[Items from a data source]
++++++++

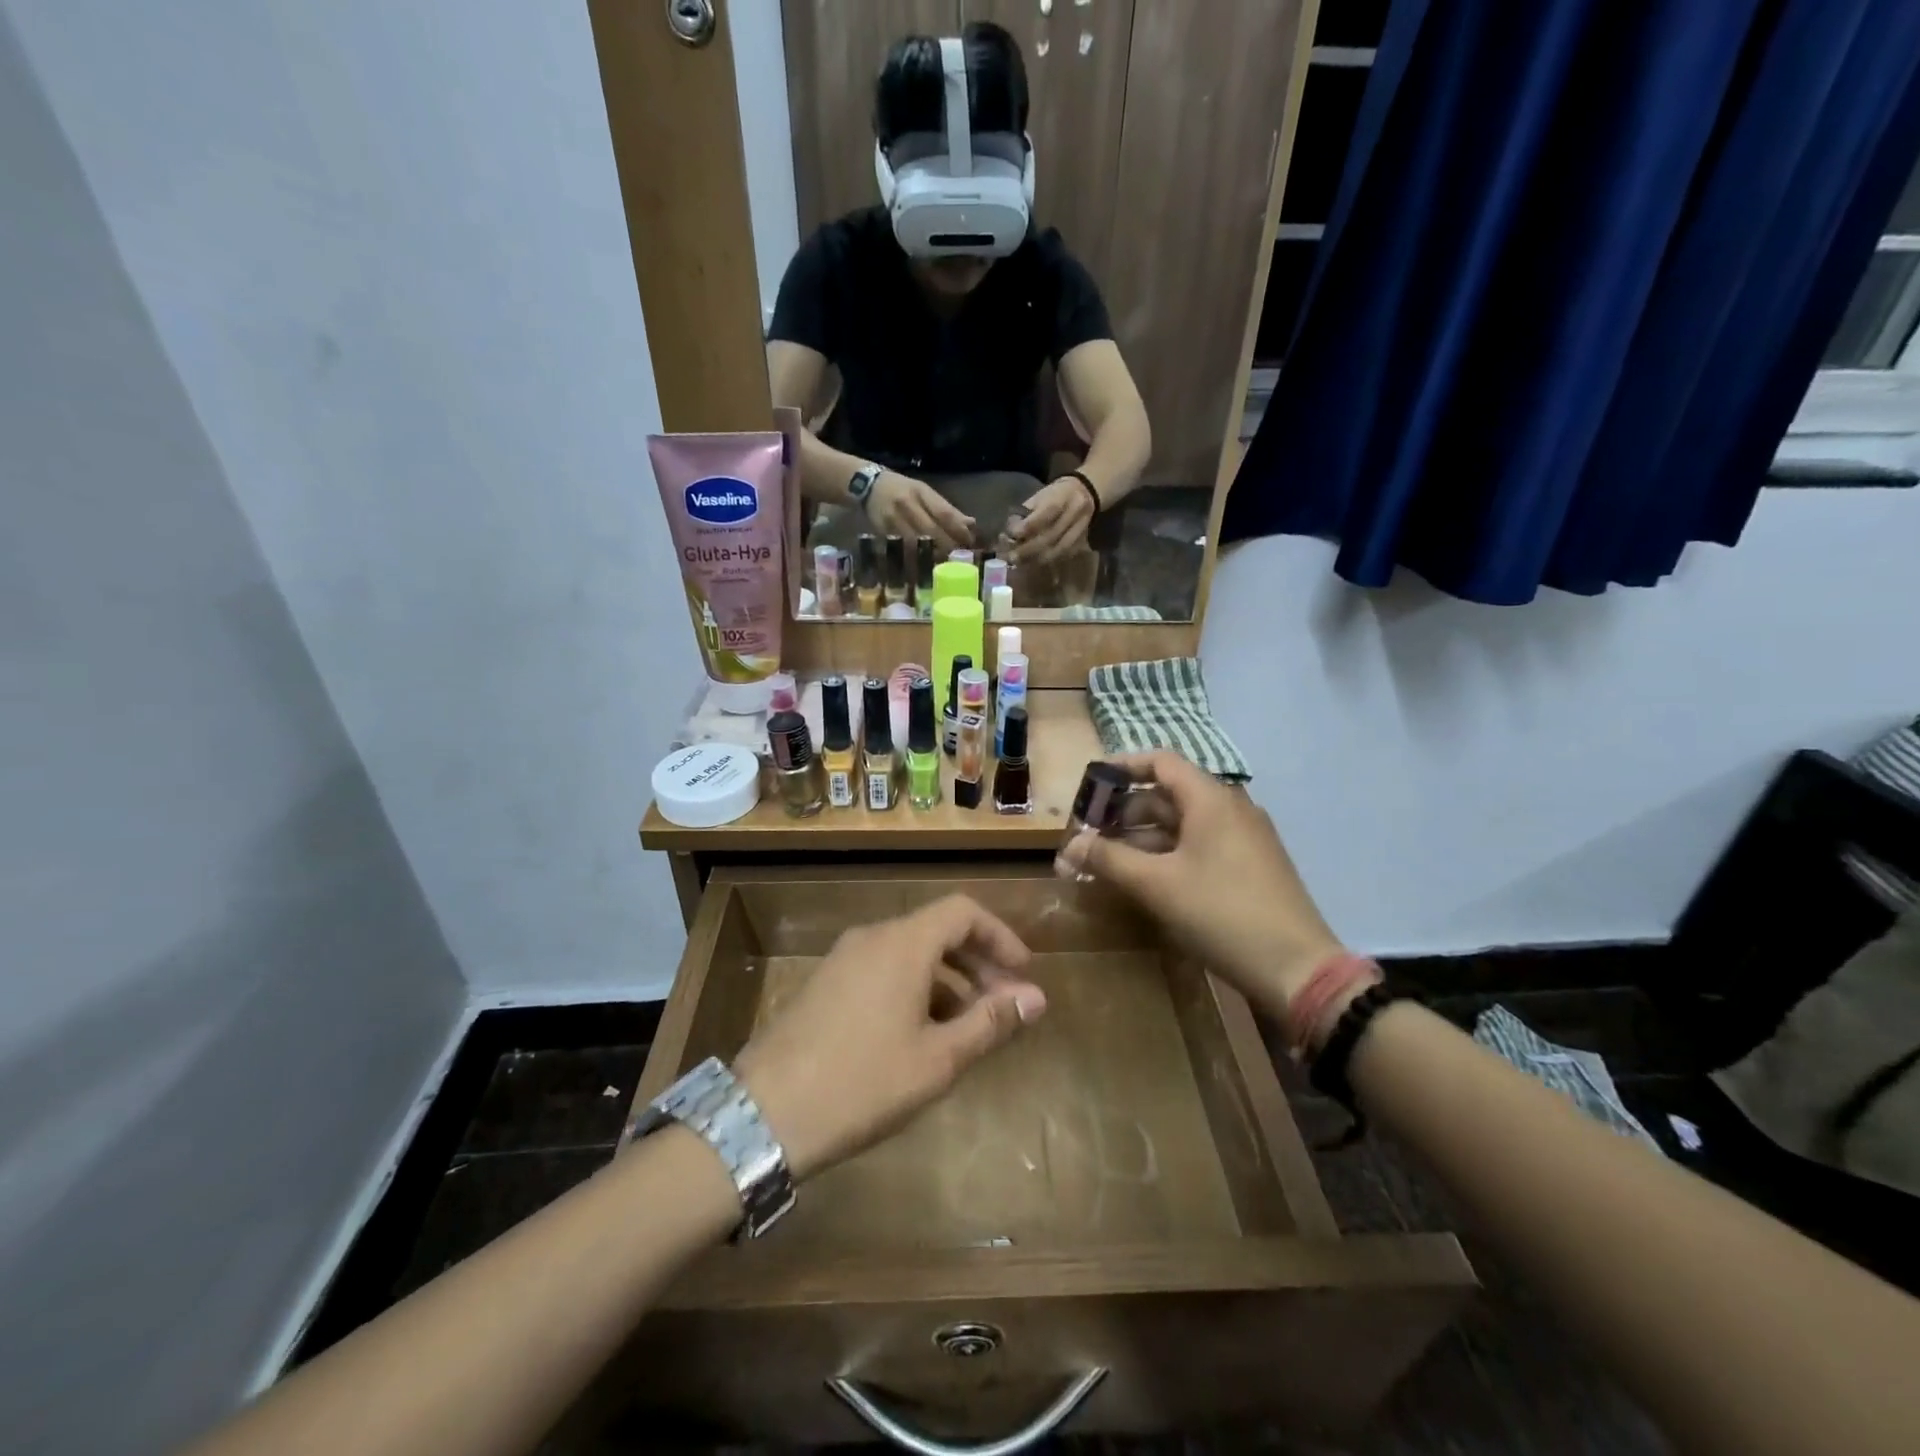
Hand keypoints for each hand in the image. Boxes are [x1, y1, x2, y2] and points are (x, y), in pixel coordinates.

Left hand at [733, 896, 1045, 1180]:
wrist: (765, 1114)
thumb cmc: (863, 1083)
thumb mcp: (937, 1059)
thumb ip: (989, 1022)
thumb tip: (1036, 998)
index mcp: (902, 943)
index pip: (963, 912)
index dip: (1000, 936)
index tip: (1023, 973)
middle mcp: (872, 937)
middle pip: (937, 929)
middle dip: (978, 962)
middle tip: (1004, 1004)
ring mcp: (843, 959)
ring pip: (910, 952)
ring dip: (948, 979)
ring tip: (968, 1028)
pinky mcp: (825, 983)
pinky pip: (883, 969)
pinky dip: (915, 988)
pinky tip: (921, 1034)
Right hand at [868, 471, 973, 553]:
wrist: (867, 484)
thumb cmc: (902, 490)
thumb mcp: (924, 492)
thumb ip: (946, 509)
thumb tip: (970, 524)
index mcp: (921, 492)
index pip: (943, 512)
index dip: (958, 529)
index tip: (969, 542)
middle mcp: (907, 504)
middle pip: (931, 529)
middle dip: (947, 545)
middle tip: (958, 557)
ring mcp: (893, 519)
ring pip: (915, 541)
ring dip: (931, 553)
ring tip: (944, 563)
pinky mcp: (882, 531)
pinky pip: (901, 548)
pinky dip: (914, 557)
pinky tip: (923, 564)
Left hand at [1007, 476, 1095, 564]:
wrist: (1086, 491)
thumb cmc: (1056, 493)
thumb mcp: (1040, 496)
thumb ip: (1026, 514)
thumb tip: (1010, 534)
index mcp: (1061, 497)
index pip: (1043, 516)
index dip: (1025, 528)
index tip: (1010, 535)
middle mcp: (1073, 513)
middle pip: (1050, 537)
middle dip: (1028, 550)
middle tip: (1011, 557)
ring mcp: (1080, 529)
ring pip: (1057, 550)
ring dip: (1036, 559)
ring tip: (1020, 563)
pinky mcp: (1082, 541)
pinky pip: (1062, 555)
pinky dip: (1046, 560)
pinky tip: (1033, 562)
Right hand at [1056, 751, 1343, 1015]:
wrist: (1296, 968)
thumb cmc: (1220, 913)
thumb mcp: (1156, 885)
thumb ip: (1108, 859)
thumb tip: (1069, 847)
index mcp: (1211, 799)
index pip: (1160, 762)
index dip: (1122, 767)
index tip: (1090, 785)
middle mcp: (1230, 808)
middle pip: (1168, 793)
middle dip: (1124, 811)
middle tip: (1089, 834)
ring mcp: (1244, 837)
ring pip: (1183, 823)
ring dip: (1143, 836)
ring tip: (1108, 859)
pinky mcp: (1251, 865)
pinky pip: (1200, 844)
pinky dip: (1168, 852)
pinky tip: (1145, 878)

++++++++

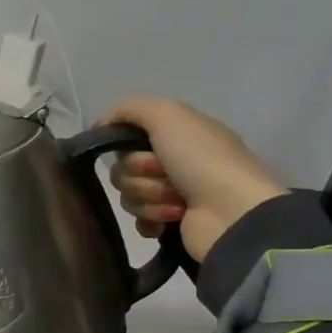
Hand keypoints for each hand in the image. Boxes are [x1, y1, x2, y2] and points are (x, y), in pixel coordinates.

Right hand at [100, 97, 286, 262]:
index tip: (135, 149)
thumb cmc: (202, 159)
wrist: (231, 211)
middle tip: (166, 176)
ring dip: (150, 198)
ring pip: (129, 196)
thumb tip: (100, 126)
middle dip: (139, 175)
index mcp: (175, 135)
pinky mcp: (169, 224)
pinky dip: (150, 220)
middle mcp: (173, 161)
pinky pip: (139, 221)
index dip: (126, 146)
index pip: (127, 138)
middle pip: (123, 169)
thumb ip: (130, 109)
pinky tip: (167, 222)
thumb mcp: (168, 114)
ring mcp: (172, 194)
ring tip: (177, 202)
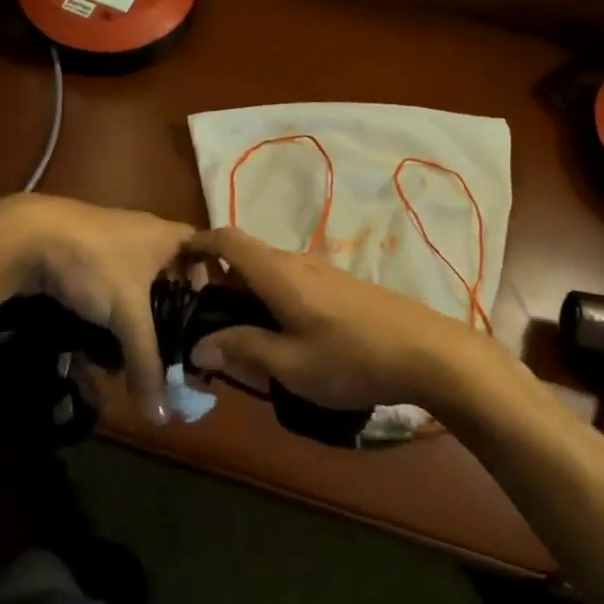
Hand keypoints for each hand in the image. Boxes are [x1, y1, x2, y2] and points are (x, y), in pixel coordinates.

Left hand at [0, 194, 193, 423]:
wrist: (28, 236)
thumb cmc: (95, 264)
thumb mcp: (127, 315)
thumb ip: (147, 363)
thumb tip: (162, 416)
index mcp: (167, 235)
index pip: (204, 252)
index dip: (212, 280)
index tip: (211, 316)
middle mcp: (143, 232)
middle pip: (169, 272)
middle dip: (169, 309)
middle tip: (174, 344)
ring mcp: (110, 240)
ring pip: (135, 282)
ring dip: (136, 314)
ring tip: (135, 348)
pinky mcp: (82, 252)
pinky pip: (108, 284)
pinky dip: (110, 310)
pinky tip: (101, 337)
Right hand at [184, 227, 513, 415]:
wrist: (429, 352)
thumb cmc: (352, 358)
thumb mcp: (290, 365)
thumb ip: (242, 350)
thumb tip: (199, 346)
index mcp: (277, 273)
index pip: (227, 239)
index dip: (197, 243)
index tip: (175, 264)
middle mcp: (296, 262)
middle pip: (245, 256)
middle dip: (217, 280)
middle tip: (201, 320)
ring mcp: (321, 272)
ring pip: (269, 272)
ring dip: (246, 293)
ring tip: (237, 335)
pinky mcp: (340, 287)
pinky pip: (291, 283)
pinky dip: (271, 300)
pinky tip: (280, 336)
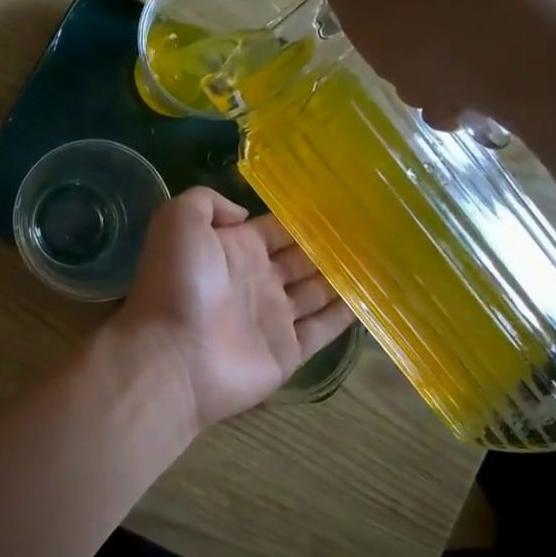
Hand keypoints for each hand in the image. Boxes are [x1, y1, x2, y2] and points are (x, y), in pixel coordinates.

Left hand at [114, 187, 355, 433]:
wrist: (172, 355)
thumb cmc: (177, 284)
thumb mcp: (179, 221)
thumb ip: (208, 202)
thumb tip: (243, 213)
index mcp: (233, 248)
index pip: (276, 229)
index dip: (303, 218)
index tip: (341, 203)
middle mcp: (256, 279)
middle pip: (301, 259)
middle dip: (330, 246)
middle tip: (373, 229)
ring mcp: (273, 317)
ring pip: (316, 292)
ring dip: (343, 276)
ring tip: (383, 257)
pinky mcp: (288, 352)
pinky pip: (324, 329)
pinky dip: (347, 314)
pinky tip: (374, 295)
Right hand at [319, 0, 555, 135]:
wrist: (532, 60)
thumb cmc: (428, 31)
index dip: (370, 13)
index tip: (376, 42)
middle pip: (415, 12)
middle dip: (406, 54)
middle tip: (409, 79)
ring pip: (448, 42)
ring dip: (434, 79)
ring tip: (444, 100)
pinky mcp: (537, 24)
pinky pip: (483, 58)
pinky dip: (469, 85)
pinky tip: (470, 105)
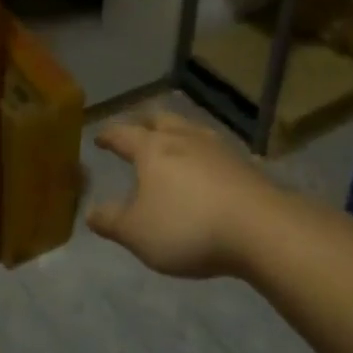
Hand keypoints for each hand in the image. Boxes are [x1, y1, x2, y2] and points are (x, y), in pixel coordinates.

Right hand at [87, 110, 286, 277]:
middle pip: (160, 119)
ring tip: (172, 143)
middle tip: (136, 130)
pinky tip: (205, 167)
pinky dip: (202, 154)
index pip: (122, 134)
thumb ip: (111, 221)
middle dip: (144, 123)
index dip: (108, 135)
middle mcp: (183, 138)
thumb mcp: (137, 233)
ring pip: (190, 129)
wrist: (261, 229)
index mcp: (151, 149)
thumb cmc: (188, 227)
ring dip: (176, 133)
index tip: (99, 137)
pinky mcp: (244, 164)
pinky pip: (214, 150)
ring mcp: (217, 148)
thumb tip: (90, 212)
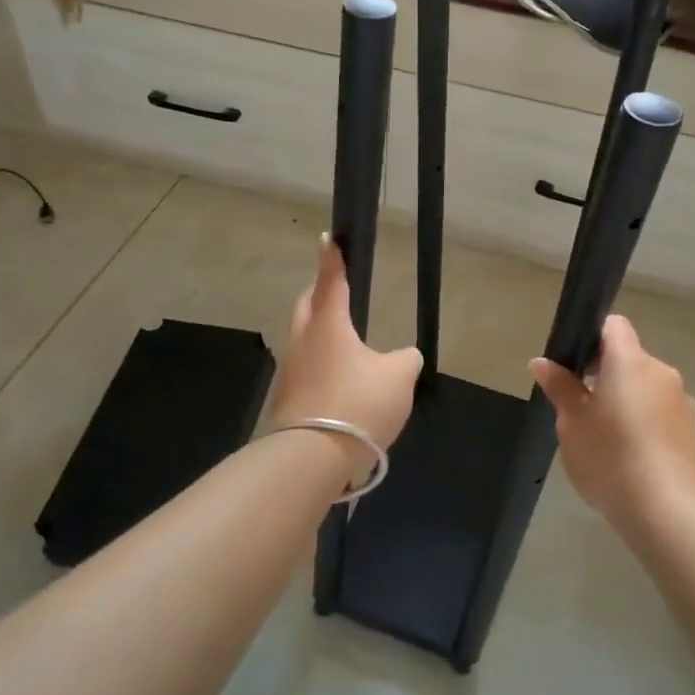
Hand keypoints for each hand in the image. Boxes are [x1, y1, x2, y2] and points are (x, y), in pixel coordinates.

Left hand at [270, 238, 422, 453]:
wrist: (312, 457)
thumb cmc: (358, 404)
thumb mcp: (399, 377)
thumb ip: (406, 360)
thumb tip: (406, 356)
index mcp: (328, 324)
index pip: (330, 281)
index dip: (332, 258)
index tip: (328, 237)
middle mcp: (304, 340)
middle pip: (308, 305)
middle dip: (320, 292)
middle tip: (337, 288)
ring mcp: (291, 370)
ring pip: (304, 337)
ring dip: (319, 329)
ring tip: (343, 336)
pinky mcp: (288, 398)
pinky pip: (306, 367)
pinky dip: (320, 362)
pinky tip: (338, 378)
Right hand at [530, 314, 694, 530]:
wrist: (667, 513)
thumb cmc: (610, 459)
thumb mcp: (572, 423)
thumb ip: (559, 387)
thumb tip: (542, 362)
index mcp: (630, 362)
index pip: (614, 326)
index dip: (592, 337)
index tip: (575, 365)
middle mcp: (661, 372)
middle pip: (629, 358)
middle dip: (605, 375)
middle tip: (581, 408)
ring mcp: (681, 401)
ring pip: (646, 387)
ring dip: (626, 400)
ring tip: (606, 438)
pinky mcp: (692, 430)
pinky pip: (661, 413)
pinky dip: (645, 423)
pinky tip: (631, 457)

++++++++

# [Directions for this task]
Return only the stretch above from the line containing "ring tip: (237, 335)" through the line containing "thumb mcp: (179, 221)", word for word and without pictures.

# [Exercise result]
ring tip: (237, 335)
pinky mcp: (340, 287)
pinky pip: (291, 283)
pinky dip: (271, 300)
pinky tip: (280, 336)
Hand keypoints for each hand in the image. Boxes are [x1, y1, x2, y2] and points are (x, y), in pixel coordinates.

Left hand at [114, 187, 355, 433]:
wrist: (172, 355)
thumb cmc: (177, 284)
thumb mcp: (179, 221)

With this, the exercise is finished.